(from "a visit with magritte")
Whenever I'm feeling adrift, I pull out my beloved copy of Sequences. It calms and anchors me again.
And when I'm seeking creative guidance, I re-read this incredible 1969 transcript of a discussion between Michals and a group of students at New York's MOMA. Some of my favourite excerpts below.
"Why does it have to be spontaneous? Ah, you see you're operating under the point of view we've been functioning under the last 20 years and that's the Robert Frank, [Henri] Cartier-Bresson point of view. The reality or the truth of the street. "Something really is valid only when you catch the instant that the thing happens in front of your eyes," you know. You get locked under a question of "reality." That's one kind of reality, there, but you know reality is really a fantastic problem. I mean you really get into this with photography. My pictures are as valid, or may be even more valid, in their contrivedness; they have their own reality. It's two different points of view. But all I'm saying is that people should start considering this point of view as being as valid as the "truth of the street.''
On pretty pictures
"...the fact that you were there to respond to something—that's not enough. Also, when you look at it, it all depends on what you want out of your photographs. If you look at a photograph and you think, "My isn't that a beautiful photograph," and you go on to the next one. Or "Isn't that nice light?" so what! I mean what does it do to you or what's the real value in the long run? What do you walk away from it with? I mean I'd much rather show you a photograph that makes demands on you, that you might become involved in on your own terms or perplexed by. Or I'd much rather suggest something that explains something. I think that, so you see a picturesque picture of a lady standing on a corner with a grumpy face wrapped up in an American flag . . . well that's an interesting photograph; but two minutes later it's not an interesting photograph. Ah, where are all those private head images that are all sitting here at the table? You know, everybody's waiting for something outside to happen for them to record. You know, what's going on inside of you? Why are you ignoring yourself?"

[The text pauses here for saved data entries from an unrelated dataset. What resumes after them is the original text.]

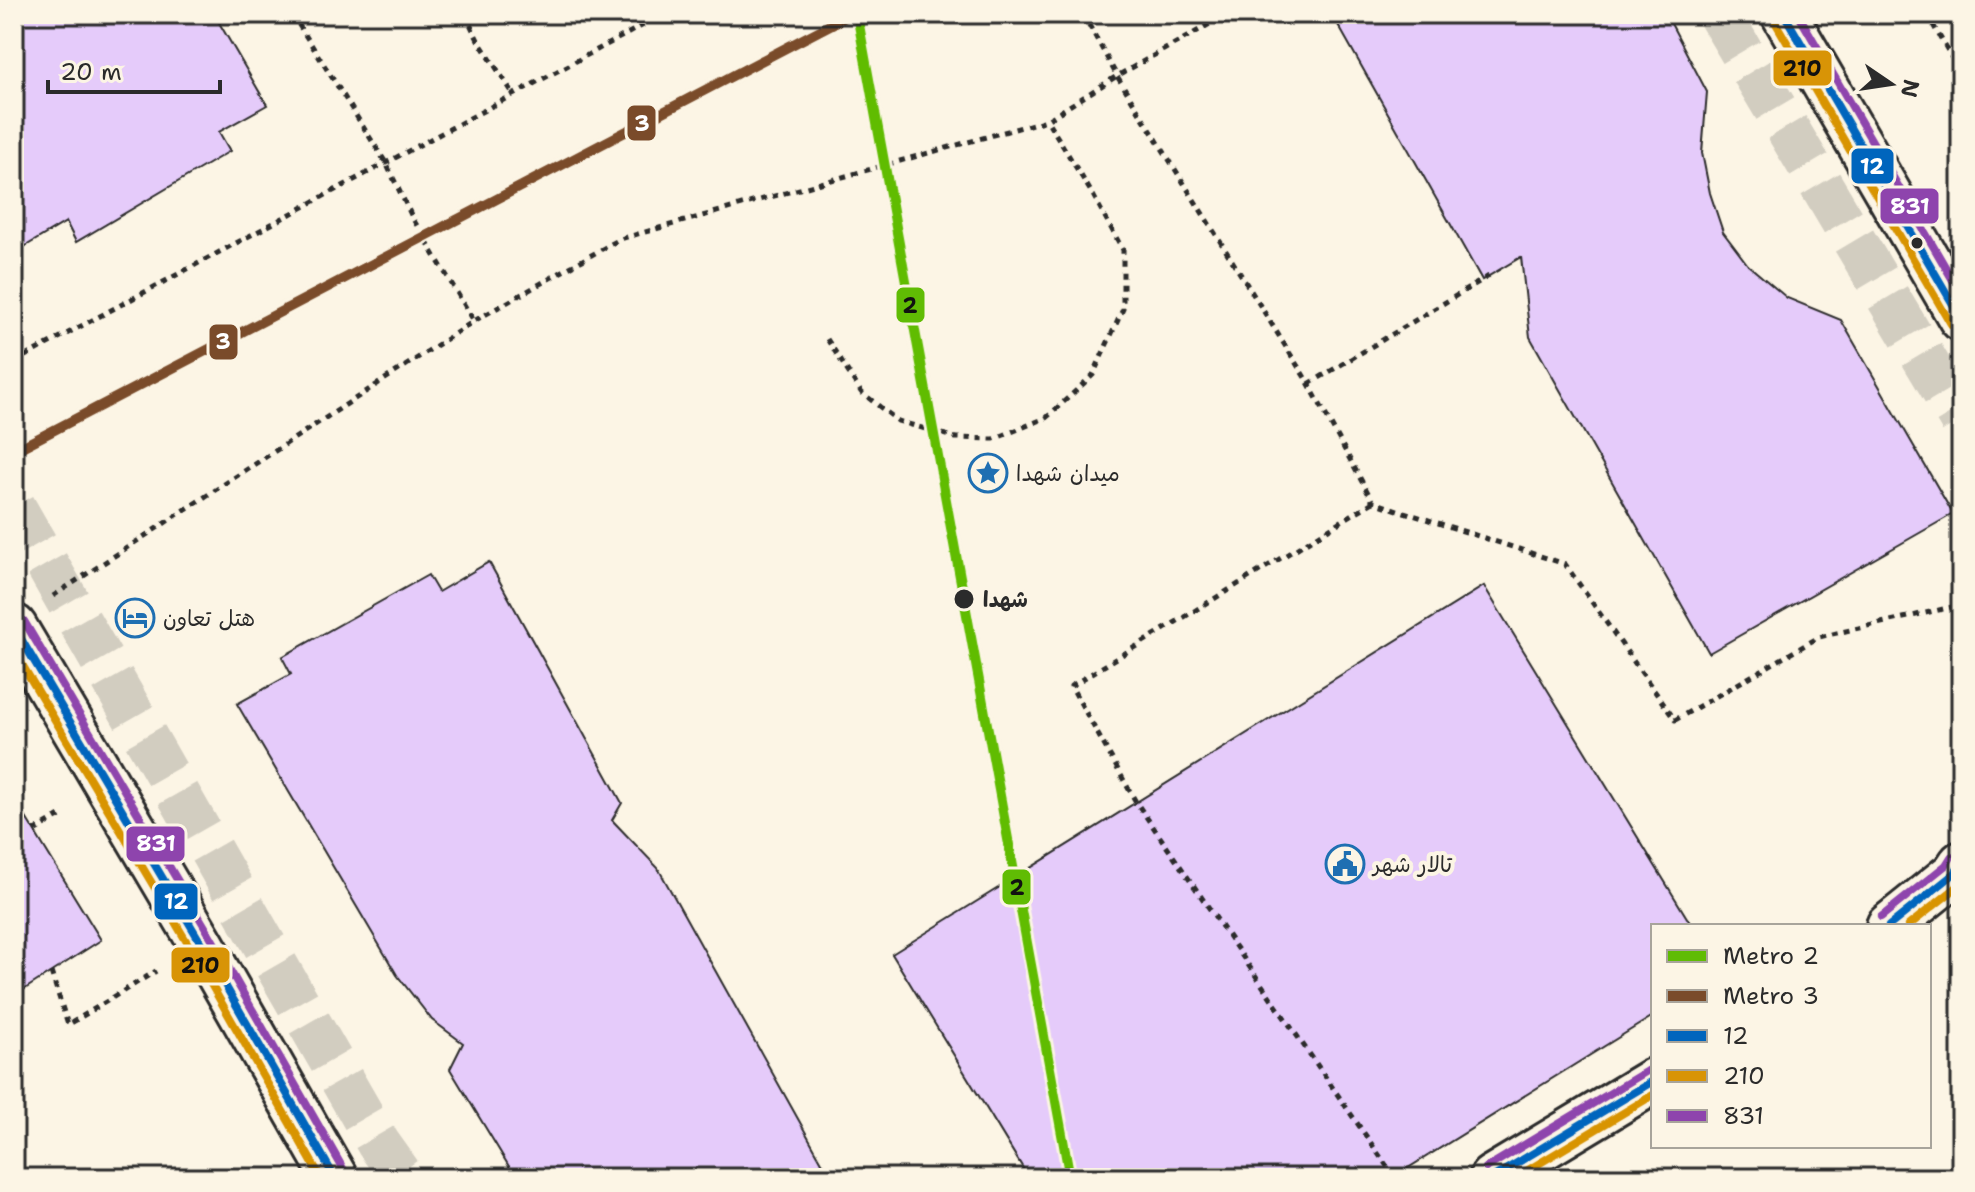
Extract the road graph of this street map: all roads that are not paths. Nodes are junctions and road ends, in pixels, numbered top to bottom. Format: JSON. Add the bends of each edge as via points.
{"nodes":[{"id":1,"x":1784,"y":14,"type":"edge"},
{"id":2,"x":1961,"y":318,"type":"edge"},
{"id":3,"x":27,"y":616,"type":"edge"},
{"id":4,"x":1961,"y":864,"type":"edge"},
{"id":5,"x":1891,"y":924,"type":"edge"},
{"id":6,"x":1651,"y":1082,"type":"edge"},
{"id":7,"x":335,"y":1178,"type":"edge"},
{"id":8,"x":1492,"y":1178,"type":"edge"}],
"edges":[{"from":1,"to":2,"type":"main road"},
{"from":3,"to":7,"type":"main road","via":[[201,943]]},
{"from":4,"to":5,"type":"main road"},
{"from":6,"to":8,"type":"main road"}]}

"I think photographers should use what a camera can do, like a painter uses what the paint can do. I mean cameras can blur, you can double expose, you can do all sorts of things technically with the camera. People don't use that on purpose, you know what I mean? And I think you should use all the things that people consider as mistakes or the negative aspects of the camera. I think you should keep yourself open and work with blur—you can do many beautiful things. Outside Ernest Haas, that sort of thing, but using it, not accidentally the way he did. Using it for your own means, to suggest a vague impression of an event. So I think people should use the camera as a machine. I hate cameras myself—I don't really like cameras. I'm not a camera buff; I'm not interested in cameras. I always feel like a writer "hung up" on his typewriter. The camera is just . . . like you should know your camera thoroughly and then you should forget about it completely. And it should not be a thing between you and the person or what you're doing."There you have it - THE definitive master class if you ask me.